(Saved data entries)
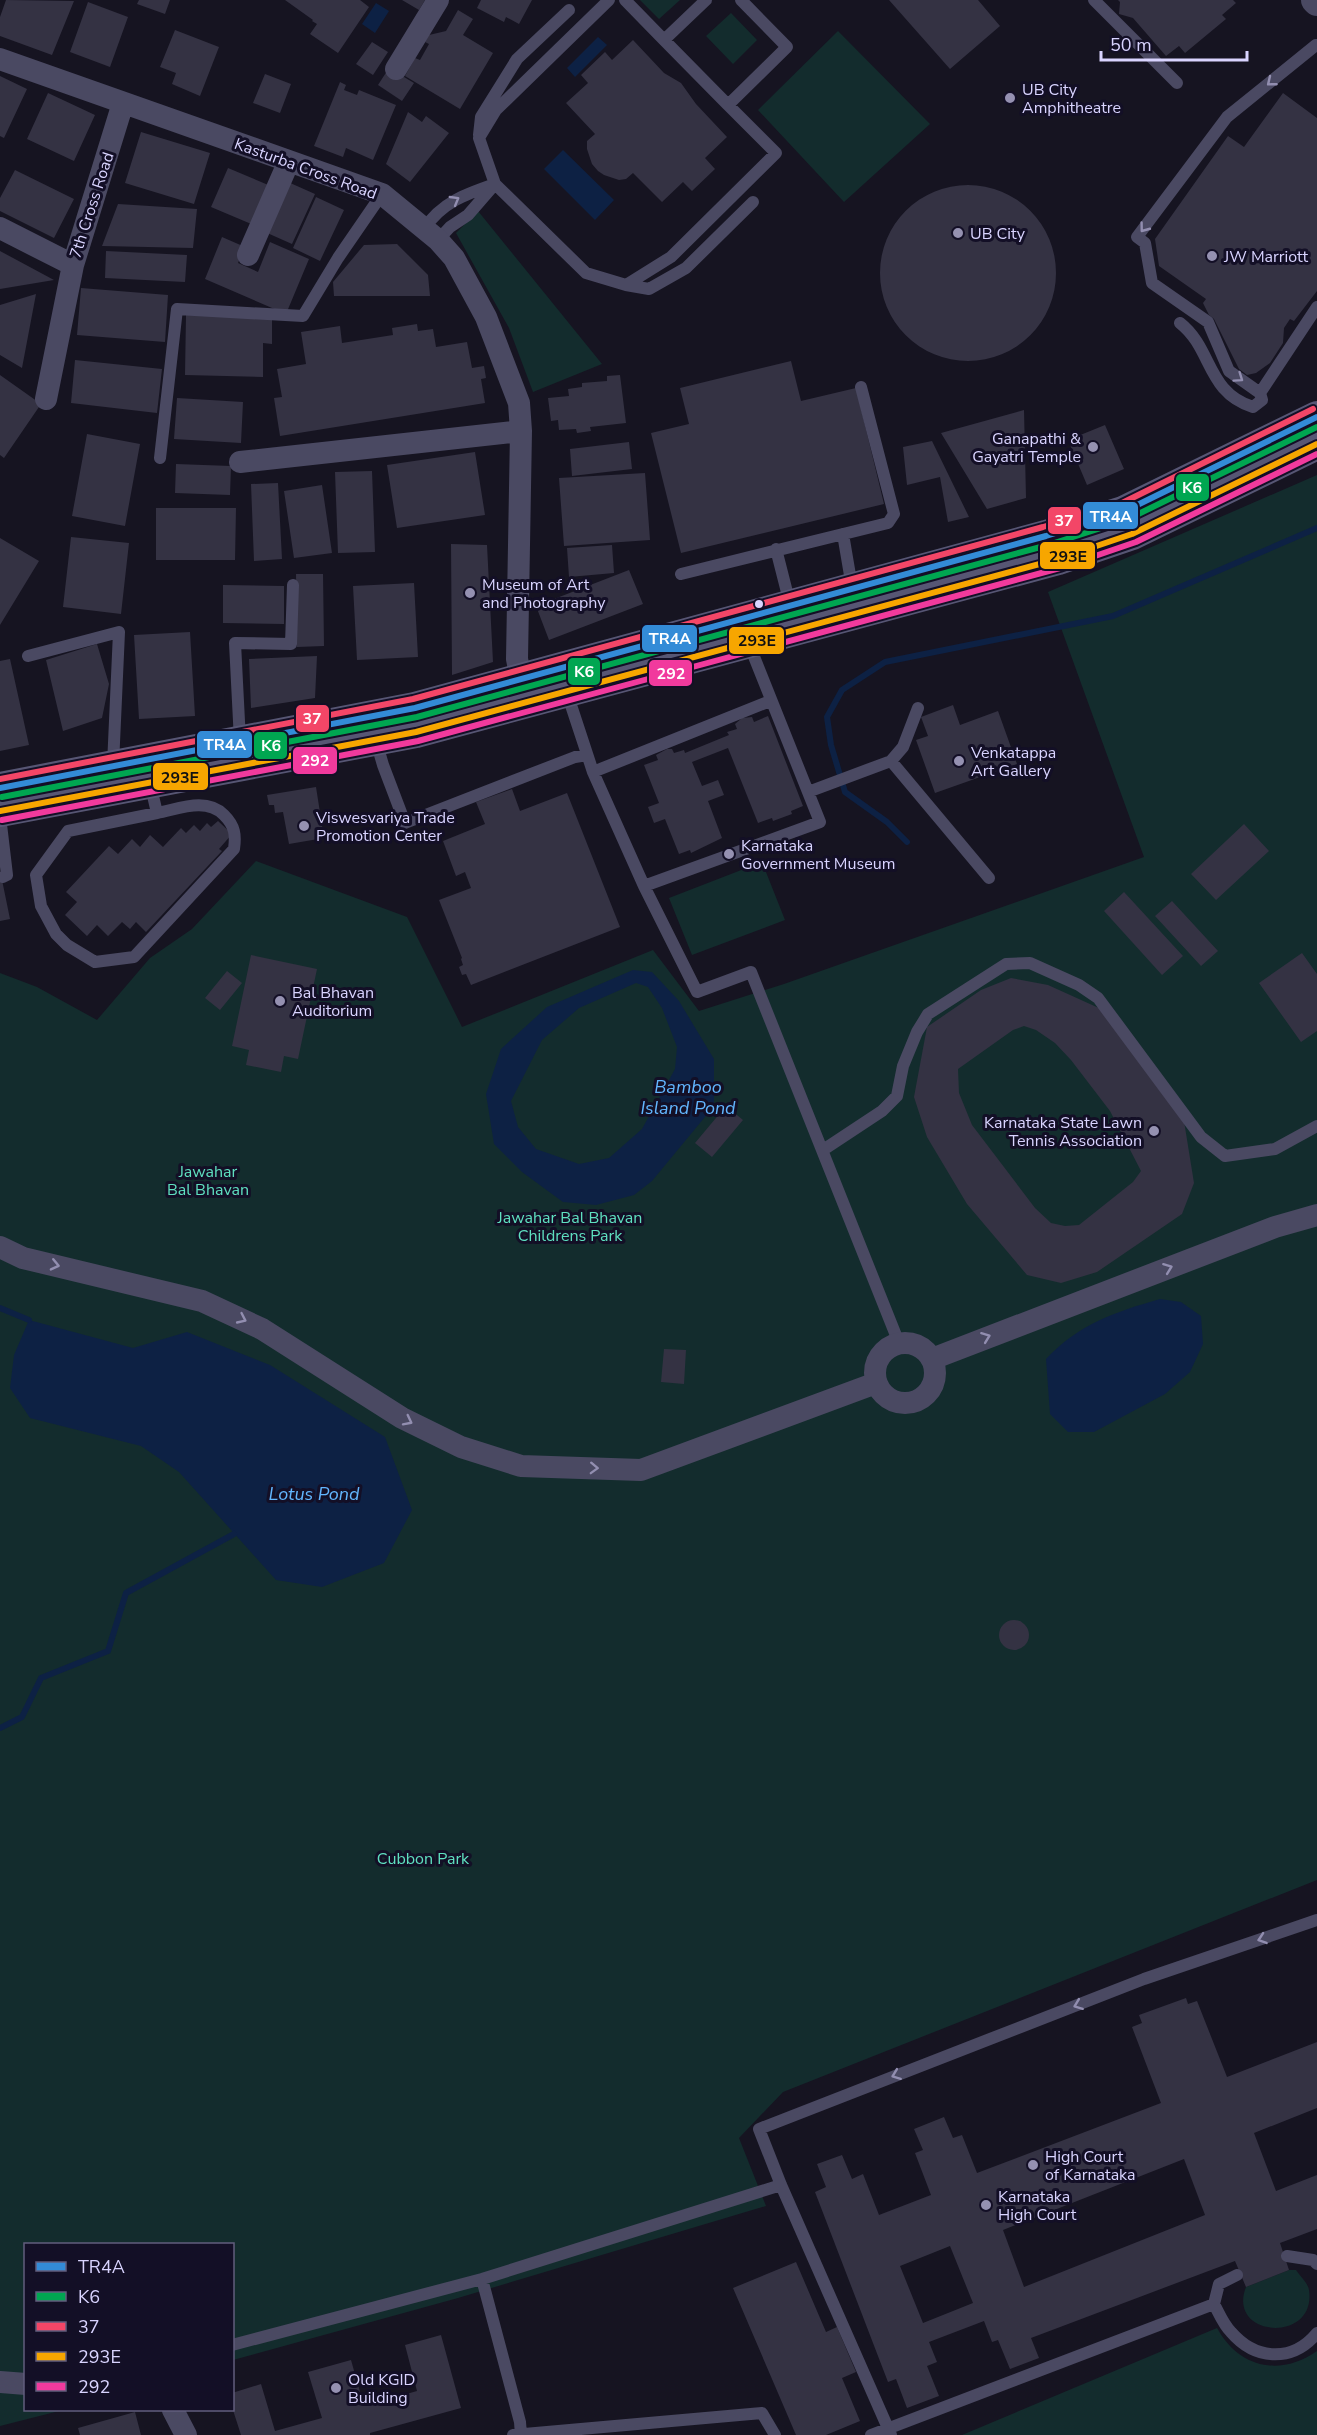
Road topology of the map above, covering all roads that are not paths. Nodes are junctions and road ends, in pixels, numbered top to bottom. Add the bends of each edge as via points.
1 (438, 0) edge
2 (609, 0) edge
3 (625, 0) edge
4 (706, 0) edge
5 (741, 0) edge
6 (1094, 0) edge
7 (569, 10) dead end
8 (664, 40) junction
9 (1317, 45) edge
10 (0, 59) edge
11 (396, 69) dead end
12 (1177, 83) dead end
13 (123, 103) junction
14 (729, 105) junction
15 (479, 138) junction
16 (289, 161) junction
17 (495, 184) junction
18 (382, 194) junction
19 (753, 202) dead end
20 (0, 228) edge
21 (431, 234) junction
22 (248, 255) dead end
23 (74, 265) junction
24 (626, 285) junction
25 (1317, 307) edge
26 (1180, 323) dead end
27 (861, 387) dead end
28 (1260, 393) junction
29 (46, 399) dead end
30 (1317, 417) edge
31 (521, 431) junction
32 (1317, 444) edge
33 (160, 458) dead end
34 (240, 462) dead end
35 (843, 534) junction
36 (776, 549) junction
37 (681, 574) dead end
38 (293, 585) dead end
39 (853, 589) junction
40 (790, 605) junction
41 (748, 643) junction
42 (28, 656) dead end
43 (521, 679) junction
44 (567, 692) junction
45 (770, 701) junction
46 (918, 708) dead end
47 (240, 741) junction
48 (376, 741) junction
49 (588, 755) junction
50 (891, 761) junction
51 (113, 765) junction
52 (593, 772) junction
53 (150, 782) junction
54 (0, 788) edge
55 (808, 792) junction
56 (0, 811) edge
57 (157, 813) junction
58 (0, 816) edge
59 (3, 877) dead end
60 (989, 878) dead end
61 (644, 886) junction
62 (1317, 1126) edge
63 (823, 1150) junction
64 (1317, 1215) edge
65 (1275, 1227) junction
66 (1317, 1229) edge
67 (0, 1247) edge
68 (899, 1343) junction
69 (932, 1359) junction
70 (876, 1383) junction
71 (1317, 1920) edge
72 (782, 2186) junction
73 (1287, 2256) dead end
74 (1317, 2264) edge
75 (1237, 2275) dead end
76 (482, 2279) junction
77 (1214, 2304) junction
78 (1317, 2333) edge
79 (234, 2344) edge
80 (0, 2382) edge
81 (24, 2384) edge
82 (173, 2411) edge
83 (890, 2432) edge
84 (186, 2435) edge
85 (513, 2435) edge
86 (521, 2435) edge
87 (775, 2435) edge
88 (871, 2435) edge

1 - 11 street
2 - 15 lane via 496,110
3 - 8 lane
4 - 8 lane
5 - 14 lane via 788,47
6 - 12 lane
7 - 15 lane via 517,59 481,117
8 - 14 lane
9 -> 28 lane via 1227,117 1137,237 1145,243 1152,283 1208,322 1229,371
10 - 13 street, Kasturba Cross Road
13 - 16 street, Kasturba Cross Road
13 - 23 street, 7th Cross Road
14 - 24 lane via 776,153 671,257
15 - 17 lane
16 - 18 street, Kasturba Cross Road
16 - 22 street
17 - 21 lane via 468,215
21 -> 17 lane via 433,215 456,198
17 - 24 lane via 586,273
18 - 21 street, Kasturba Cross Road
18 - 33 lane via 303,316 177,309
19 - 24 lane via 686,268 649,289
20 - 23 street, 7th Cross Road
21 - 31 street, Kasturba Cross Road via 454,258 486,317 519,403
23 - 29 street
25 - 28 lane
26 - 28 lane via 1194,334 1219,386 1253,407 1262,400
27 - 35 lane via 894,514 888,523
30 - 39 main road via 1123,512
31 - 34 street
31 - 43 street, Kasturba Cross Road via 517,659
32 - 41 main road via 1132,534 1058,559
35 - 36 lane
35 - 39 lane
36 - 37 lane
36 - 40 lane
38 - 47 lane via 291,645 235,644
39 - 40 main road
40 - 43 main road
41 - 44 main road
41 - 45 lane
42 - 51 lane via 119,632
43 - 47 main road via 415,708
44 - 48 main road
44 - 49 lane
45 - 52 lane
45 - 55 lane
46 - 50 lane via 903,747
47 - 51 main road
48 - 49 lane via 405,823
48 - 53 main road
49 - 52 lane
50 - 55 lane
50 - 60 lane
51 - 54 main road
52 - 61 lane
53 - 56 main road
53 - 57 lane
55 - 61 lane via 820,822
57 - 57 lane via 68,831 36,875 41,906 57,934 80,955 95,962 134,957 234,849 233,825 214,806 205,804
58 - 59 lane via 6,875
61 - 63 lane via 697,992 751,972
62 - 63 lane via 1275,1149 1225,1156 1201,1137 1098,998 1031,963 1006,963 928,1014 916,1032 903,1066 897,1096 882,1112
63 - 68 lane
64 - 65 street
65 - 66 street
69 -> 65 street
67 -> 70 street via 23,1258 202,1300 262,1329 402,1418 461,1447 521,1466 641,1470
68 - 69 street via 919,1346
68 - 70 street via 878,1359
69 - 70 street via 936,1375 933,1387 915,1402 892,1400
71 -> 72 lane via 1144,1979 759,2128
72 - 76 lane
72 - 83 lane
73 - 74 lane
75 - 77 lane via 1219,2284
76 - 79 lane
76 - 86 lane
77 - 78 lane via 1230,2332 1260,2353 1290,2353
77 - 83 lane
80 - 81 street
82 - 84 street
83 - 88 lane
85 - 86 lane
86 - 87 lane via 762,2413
==
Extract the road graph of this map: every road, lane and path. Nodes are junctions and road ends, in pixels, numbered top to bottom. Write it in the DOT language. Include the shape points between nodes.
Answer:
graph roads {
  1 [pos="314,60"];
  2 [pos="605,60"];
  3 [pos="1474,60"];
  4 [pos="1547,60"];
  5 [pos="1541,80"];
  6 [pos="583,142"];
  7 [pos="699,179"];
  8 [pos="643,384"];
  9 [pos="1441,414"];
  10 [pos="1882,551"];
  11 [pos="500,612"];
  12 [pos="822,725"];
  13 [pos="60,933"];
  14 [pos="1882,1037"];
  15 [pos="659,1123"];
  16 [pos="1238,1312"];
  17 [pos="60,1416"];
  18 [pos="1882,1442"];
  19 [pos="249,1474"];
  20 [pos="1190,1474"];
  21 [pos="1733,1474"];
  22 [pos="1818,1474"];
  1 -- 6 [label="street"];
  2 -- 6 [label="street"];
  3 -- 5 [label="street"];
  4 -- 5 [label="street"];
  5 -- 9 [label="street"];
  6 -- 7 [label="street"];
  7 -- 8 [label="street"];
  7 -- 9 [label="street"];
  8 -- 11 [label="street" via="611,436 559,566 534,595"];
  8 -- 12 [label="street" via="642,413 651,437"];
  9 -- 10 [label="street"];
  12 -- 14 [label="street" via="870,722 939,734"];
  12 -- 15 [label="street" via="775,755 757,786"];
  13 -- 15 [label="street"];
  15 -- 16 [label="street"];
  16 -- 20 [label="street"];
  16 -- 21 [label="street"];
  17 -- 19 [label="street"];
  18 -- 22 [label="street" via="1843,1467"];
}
---
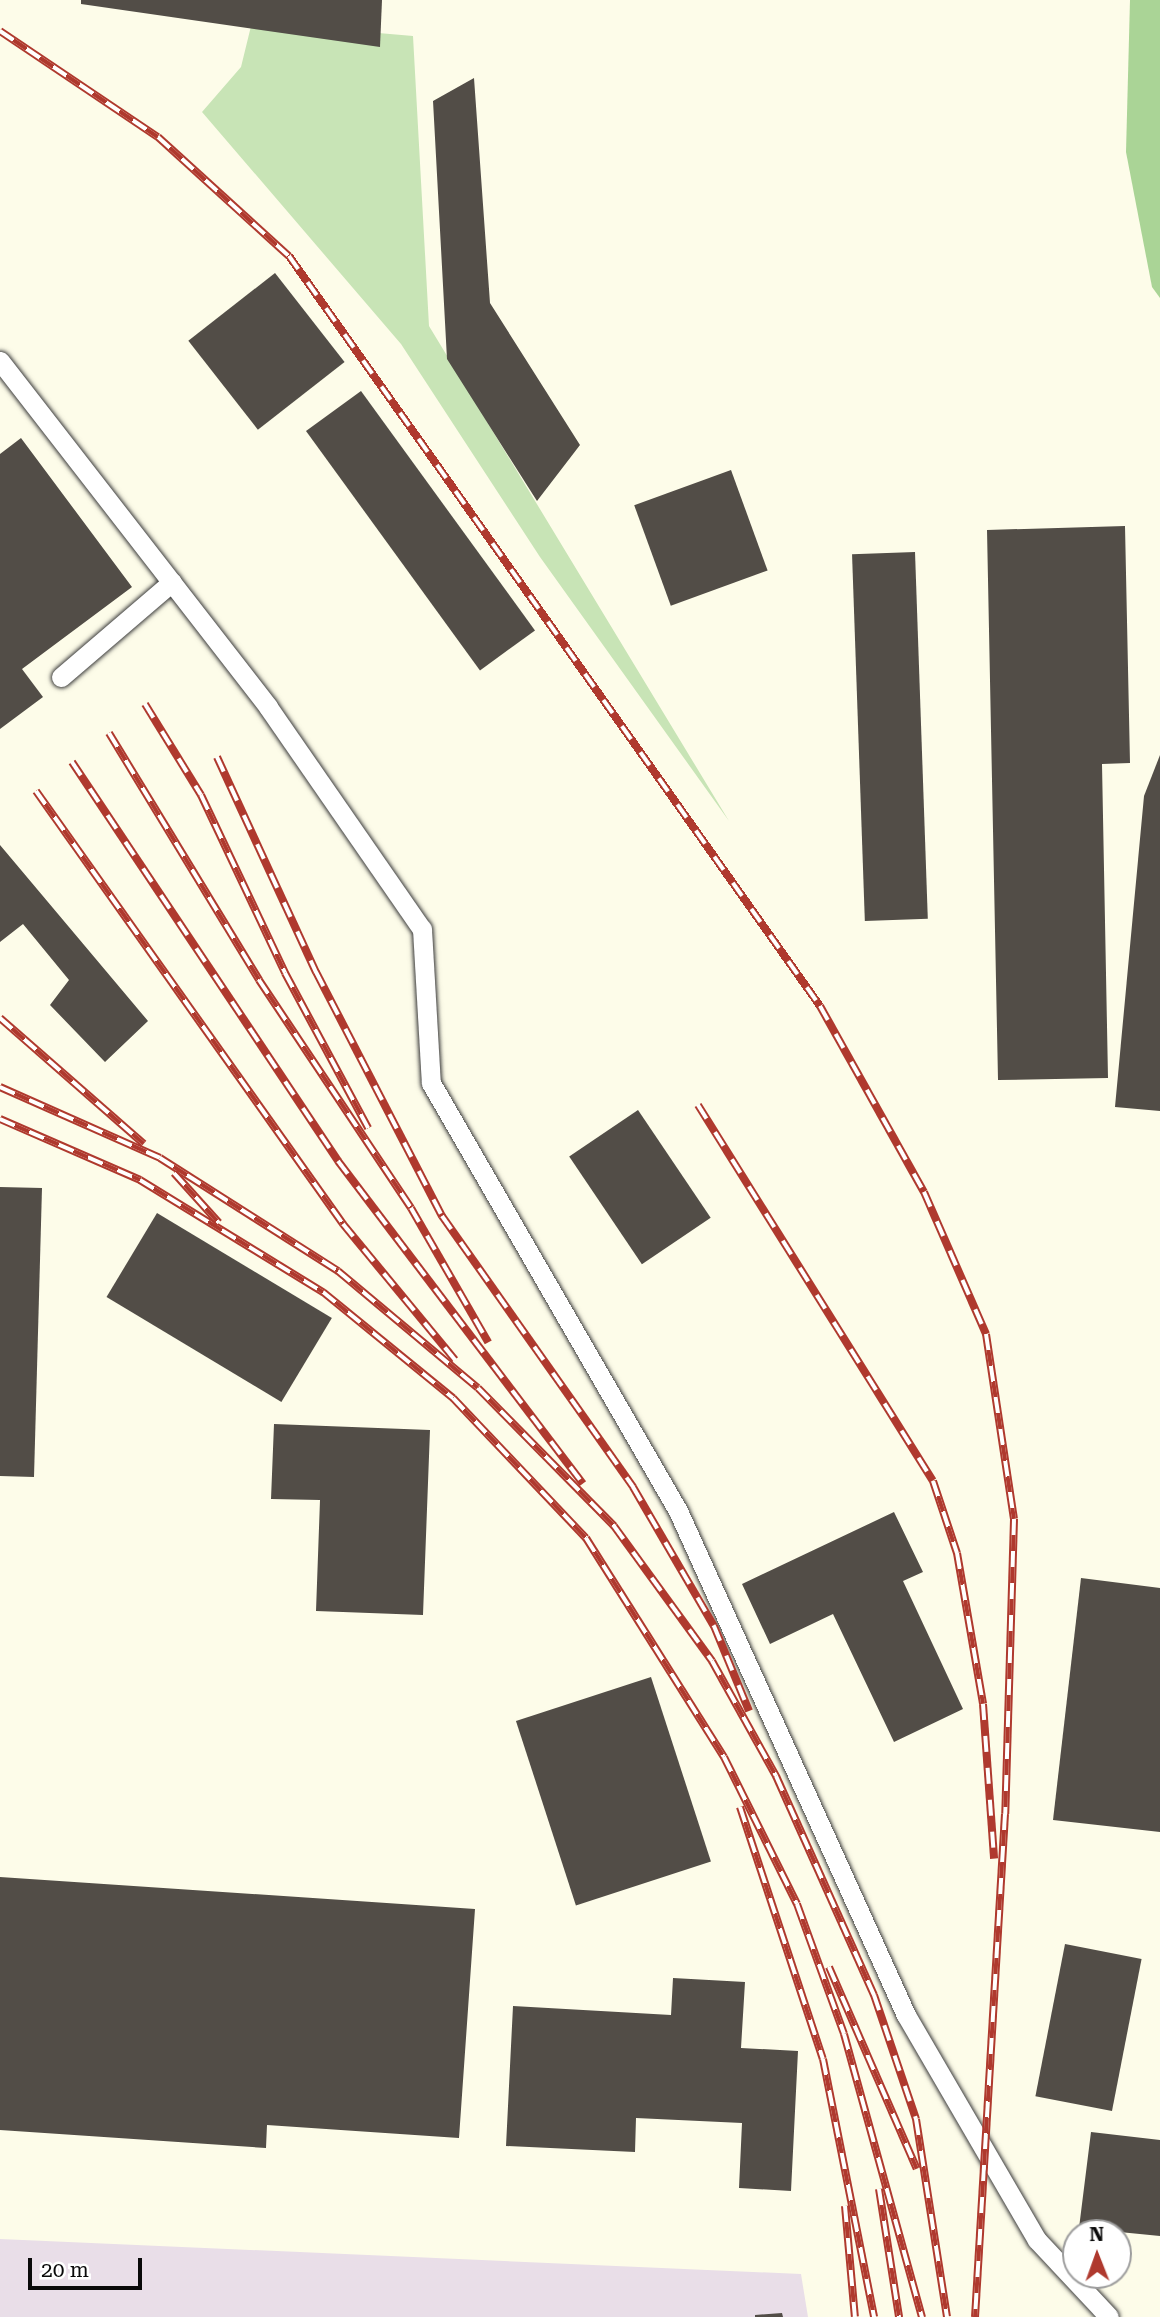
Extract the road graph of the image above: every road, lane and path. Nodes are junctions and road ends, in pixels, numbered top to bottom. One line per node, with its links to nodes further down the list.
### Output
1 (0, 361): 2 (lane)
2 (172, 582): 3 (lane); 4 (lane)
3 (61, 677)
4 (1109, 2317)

What is being asked -
Using the records above, report each line with the string "every".

Answer section -
Extract the road graph of this map: every road, lane and path. Nodes are junctions and road ends, in pixels, numbered top to bottom. Write it in the DOT language. Include the shape points between nodes.
Extract the road graph of the image above: every road, lane and path. Nodes are junctions and road ends, in pixels, numbered top to bottom. One line per node, with its links to nodes further down the list.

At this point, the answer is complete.